Performing PVE with a simplified sheathless needle-only technique, in which direct portography and glue embolisation are performed via the puncture needle, has been reported to have a high technical success rate and satisfactory FLR hypertrophy.[9] This study aimed to compare the procedure time, efficacy, and safety of PVE with the sheathless technique versus the traditional technique.

 

Two retrospective patient cohorts were retrieved from two tertiary institutions, one comprised of patients that had undergone the sheathless technique and the other comprised of patients that had undergone the traditional technique (Figure 1). The decision to perform PVE had been made by a multidisciplinary consensus with hepatobiliary surgeons and interventional radiologists in accordance with local guidelines.[10] [11] [12] Ethical approval was waived for the sheathless technique cohort and approved for the traditional technique cohort (NTWC/REC/19133) by their respective institutional review boards. Patient consent was waived due to the retrospective nature of the study.

 

Figure 1. Patient cohort recruitment.

 

Data collection and reporting was done with reference to the Strengthening the Reporting of Observational Studies in Epidemiology (STROBE) checklist.[13] Patient data were retrieved via the electronic patient record system. These included age, sex, baseline blood test results (sodium, creatinine, alanine transferase, albumin, total bilirubin, international normalised ratio [INR]), tumour type (hepatocellular carcinoma, cholangiocarcinoma, or metastasis), technical success, use of procedural sedation, planned hepatectomy extent (right hepatectomy or trisectionectomy), eventual hepatectomy, and complications. Model for End-stage Liver Disease (MELD) and albumin-bilirubin (ALBI) scores were used as markers of chronic hepatic derangement, and were calculated with their original formulas.[14] [15]

 

Forty-nine consecutive cases of PVE in 2008 to 2019 were analysed. Traditional PVEs were performed by interventional radiology specialists with 5 to >20 years of experience, in one of two dedicated interventional angiography suites (Allura Clarity, Philips Healthcare, Best, the Netherlands; Artis Q with PURE^®, Siemens Healthcare, Erlangen, Germany).

 

Under local anaesthesia (1% lidocaine) and using sonographic guidance, a segmental PV branch was located and punctured with a 20-22 G needle (Chiba; Cook Incorporated, Bloomington [IN], US; Inrad, Inc., Kentwood [MI], US). Procedural sedation with fentanyl or midazolam was administered if necessary. The puncture was ipsilateral to the tumour-bearing lobe. Typically, right lobe anterior sectoral branches, which have been shown to be safer and would not violate the FLR, were chosen.[16] Contralateral (left-sided) puncture was performed in cases of markedly distorted anatomy or difficult access of the right PV system. Position was confirmed by free aspiration of venous blood and direct portography (Omnipaque 300; GE Healthcare, Shanghai, China). An access sheath was then inserted via an introducer set (Skater 6 Fr × 18 cm; Argon Medical Devices Inc., Athens [TX], US) or a 4 to 5 Fr vascular sheath (Cook Incorporated, Bloomington [IN], US; Radifocus Introducer II, Terumo Corporation, Tokyo, Japan). Using a 0.035-inch guidewire (0.035-inch Angled Terumo guidewire; Radifocus, Terumo Corporation, Tokyo) and angiographic catheters (4-5 Fr C1; SHK, Rim, MPA etc., Cordis Corporation, Miami Lakes [FL], US), portography was performed to delineate the anatomy (Figure 2). Branches of the right PV were then selectively catheterised and embolised with microcatheters (2.4 Fr Merit Maestro; Merit Medical Systems Inc., South Jordan [UT], US and 2.8 Fr Renegade Hi-Flo; Boston Scientific, Marlborough [MA], US) and a microguidewire (0.014-inch Traxcess; MicroVention Terumo, Tustin [CA], US).
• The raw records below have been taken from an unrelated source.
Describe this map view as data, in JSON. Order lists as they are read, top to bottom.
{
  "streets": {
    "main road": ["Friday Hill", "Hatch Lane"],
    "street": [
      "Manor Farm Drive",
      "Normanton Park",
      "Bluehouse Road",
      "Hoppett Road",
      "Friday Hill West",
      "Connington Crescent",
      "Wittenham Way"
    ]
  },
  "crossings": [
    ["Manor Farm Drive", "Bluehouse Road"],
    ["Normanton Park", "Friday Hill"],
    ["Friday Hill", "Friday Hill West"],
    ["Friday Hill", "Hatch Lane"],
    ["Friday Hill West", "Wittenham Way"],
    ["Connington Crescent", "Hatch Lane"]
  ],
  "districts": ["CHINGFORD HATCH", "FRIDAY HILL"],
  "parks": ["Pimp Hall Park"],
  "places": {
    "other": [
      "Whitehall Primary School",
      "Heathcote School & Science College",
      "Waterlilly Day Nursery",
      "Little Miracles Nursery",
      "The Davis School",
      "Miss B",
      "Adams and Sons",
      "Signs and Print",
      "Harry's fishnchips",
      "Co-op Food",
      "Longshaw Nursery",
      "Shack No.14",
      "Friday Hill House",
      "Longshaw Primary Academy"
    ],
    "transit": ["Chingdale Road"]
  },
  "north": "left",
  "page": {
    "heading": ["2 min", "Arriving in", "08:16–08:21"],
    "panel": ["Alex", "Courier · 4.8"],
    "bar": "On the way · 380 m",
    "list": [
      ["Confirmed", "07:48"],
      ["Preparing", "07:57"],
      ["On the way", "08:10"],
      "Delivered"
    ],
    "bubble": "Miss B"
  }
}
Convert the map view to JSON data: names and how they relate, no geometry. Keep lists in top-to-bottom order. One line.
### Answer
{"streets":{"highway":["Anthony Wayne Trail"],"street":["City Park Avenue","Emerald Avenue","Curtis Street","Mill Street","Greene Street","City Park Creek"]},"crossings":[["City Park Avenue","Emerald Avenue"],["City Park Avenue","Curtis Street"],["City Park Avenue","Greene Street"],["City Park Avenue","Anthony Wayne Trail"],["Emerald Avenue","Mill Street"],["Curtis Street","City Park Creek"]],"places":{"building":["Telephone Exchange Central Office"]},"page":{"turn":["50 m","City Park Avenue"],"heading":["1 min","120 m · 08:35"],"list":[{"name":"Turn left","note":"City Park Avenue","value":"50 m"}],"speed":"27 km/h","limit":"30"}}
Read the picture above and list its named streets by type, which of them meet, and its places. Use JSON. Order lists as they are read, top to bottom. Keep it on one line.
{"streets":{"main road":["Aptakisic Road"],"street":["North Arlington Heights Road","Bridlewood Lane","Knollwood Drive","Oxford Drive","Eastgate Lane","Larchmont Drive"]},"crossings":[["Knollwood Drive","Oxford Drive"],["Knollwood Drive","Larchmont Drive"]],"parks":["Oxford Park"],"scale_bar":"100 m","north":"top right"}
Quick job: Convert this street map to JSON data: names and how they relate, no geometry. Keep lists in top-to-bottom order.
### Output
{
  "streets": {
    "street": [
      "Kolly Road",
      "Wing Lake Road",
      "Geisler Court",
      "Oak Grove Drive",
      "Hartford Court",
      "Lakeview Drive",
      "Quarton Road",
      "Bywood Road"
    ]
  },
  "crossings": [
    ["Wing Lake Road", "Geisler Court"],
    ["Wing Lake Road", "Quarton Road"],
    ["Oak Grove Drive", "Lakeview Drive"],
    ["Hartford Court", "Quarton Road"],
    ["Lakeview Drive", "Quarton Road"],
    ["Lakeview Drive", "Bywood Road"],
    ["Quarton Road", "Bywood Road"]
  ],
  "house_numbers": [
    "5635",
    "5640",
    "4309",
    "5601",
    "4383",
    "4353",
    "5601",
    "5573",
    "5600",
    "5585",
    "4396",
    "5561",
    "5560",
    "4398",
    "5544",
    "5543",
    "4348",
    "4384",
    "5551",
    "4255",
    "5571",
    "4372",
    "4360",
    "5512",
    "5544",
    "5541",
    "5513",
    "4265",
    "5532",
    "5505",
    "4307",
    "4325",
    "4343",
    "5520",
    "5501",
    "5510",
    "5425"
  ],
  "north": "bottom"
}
The embolic agent of choice was n-butyl-2-cyanoacrylate (Histoacryl; B Braun Surgical S.A., Rubi, Spain) diluted to 10% to 25% in iodised oil (Lipiodol^® Ultra Fluid; Guerbet LLC, Princeton [NJ], US). In a few selected cases, 100- to 300-μm polyvinyl alcohol particles (Contour; Boston Scientific) were employed. The angiographic endpoint was satisfactory occlusion of the selected right PV branches by glue cast or polyvinyl alcohol particles.

 

Figure 2. Traditional technique. (a) Portography via a 5-Fr sheath and a pigtail catheter delineating the portal venous system. Sequential catheterisation of the posterior (b) and anterior (c) sector branches, followed by glue embolisation. (d) Post-embolisation fluoroscopic image showing a glue cast in the right portal venous system.

 

The same 45 consecutive cases of PVE from 2009 to 2017 from our previous study[9] plus five additional cases from 2017 to 2019 were analysed. Full technical details and considerations are as previously described.[9] In brief, a right PV branch, typically segment V/VI, was punctured with a Cook 15 cm 18 G Diamond needle under sonographic guidance, followed by direct portography with iodinated contrast for anatomical delineation, and finally injection of 16% N-butyl cyanoacrylate glue diluted in Lipiodol^® Ultra Fluid all from the same needle under careful manual control of injection rate and fluoroscopy to avoid nontarget embolisation to the FLR (Figure 3). Additional puncture(s) was / were needed in cases with short right PVs (<2 cm), main PV trifurcating into right / left / segment IV branches, or the segment IV branch arising from the right PV. These were performed by a single interventional radiology fellow with >20 years of experience. Intravenous (IV) procedural sedation (single-dose 50 μg IV fentanyl) and cone beam computed tomography (CT) were both used at the operator’s discretion.

 

Figure 3. Sheathless needle-only technique (a) fluoroscopic image showing trocar needle in situ with direct portography performed via the needle. (b) Post-embolisation fluoroscopic image of another case, showing satisfactory glue cast in the right portal venous system.

 

In cases where DICOM data of both pre- and post-PVE CTs were available (Figure 4), volumetric analysis was performed using commercial imaging software (IntelliSpace Portal v5.0.2.30010; Philips Healthcare or OsiriX v7.0.3, Pixmeo, Bernex, Switzerland) on 5 mm sections by two radiology fellows with 5 and 9 years of experience in liver volumetry, respectively. The latest pre-PVE CT and post-PVE CT, typically 4 weeks before and 4 to 6 weeks after PVE, were used for volumetric analysis. Hepatic segments were defined according to the Couinaud classification. Since segment I is usually partially or completely resected during hepatectomy, FLR refers to segments II-IV for right hepatectomy candidates, and to segments II/III for right trisectionectomy candidates. The percentage of FLR volume (%FLRV) is defined as [FLRV × 100%/(total liver volume - tumour volume)]. Tumour volume was included except for infiltrative or ill-defined tumours.

 

Figure 4. (a) Area and (b) volume of each hepatic segment as calculated by volumetric analysis as performed with Philips ISP software in one of the cases in the traditional technique cohort.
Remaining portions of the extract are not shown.